Assume customer's money is exponentially distributed with parameter $\lambda=1$, and they are i.i.d, and there are $n=30$ customers in total.
a) Assume your pricing is fixed. what is your optimal price?
b) If you can change your pricing every time you want (i.e., you ask customer 1 for 10 dollars, you can ask customer 2 for 5 dollars, etc). What is your optimal price?
Attempt:
a) For $n$ customers, I will get $p*I_{X_1 >p, OR, X_2>p, OR, X_3>p,......OR,X_n>p}$, where $I$ is the indicator function.

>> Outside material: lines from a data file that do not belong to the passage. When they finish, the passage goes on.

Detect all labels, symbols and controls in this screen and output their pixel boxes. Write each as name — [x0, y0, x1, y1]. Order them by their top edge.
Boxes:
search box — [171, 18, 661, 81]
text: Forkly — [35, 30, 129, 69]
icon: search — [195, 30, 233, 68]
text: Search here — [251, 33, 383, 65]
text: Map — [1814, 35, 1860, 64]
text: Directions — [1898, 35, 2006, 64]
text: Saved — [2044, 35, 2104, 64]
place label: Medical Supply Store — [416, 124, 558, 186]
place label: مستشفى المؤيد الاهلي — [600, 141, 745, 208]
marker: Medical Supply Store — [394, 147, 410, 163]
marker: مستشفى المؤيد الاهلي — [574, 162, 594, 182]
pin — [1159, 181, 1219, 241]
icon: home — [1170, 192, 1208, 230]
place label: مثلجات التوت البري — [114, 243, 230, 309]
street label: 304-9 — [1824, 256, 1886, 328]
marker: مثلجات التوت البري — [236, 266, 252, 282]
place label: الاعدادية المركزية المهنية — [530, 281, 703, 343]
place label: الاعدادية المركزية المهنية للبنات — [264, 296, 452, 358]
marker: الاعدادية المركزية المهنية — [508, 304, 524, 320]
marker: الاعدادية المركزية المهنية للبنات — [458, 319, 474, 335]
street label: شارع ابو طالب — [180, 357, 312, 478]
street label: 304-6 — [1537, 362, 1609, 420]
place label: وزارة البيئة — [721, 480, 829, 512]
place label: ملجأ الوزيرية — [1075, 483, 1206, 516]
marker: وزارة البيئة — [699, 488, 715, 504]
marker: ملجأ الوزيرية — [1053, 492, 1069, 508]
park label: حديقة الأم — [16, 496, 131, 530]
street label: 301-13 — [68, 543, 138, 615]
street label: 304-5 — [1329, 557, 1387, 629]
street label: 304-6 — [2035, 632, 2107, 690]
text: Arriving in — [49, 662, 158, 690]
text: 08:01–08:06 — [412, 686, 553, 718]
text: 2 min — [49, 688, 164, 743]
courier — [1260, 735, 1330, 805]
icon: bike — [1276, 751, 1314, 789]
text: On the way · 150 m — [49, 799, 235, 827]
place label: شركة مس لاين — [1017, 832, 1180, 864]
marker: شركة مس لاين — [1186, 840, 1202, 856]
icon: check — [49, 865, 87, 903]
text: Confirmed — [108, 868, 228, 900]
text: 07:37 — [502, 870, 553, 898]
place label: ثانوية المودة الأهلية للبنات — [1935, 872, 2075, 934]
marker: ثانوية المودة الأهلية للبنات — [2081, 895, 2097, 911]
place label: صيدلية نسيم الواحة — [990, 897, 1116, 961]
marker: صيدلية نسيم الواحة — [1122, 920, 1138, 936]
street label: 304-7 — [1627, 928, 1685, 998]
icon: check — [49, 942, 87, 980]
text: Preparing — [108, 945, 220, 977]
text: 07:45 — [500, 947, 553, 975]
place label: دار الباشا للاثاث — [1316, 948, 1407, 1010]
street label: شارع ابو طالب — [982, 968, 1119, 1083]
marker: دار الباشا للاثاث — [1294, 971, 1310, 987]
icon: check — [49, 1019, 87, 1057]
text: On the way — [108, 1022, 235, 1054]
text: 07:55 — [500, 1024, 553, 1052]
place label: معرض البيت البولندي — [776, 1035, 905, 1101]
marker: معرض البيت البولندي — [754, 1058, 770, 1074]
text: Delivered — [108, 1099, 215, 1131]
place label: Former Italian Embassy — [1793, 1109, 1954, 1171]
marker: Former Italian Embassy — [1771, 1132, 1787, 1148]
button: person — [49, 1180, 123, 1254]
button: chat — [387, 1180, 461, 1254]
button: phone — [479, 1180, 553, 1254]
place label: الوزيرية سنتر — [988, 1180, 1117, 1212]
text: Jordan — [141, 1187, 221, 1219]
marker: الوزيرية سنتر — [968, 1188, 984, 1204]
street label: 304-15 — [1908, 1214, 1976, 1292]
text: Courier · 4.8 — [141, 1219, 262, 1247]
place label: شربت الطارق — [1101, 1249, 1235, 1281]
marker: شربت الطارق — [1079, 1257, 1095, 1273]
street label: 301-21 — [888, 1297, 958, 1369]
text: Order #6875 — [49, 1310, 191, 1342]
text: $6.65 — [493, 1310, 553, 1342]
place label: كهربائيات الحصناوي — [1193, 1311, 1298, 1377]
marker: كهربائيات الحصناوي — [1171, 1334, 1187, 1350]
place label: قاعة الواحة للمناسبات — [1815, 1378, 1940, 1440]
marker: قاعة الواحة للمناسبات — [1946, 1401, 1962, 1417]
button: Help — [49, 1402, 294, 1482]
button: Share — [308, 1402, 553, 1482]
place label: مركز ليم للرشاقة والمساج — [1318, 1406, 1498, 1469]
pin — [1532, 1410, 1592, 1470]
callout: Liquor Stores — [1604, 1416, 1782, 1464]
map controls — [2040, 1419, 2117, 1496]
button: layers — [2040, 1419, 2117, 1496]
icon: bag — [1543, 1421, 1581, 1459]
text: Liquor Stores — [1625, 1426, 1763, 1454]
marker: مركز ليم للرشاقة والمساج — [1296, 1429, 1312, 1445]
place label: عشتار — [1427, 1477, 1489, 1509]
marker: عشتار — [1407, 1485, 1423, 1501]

Thus, i will have $p*n*exp(-p)$, taking the derivative and set it to 0, I get $p^*=1$.
b) For the adjustable price, let $p_i=$ price that you ask for the $i_th$ customer, then the profit is:
$p_1P(X_1>p_1) + p_2 P(X_1<p_1 \wedge X_2>p_2) + p_3 P(X_1<p_1 \wedge X_2<p_2 \wedge X3>p_3 +) .... $
$= p_1e^{-p1} + p_2(1-e^{-p_1})(e^{-p_2}) +...$
We will do $a$ for $n$ customers and call the price $p$. This will be useful for b For $a$, the chance you get nothing is the chance none of the $n$ people have that much money. The chance a given person has that much money is $e^{-p}$, so the chance they do not is $1-e^{-p}$ and the chance nobody has that much is $(1-e^{-p})^n$ You therefore expect to receive $p(1-(1-e^{-p})^n)$. This is what you should differentiate and set to zero. Alpha does not find an analytic solution, but finds the maximum to be $2.3738$ at $p \approx 2.81488$
b is harder. Clearly as you run trough people you should lower your price. This means failing with the first person is less costly so you should probably raise your early asking price. The way to attack it is from the back. When you see the last person, your expected income is $pe^{-p}$, which has maximum of $\frac 1e$ at $p=1$. Now that you know that, you can use that to set your price for the next to last person. Your expected return is $pe^{-p}+(1-e^{-p})\frac 1e$ where the first term is the expected return from the second to last person and the second term is the expected return from the last. Find the maximum and that gives your asking price for the next to last. Keep working backwards.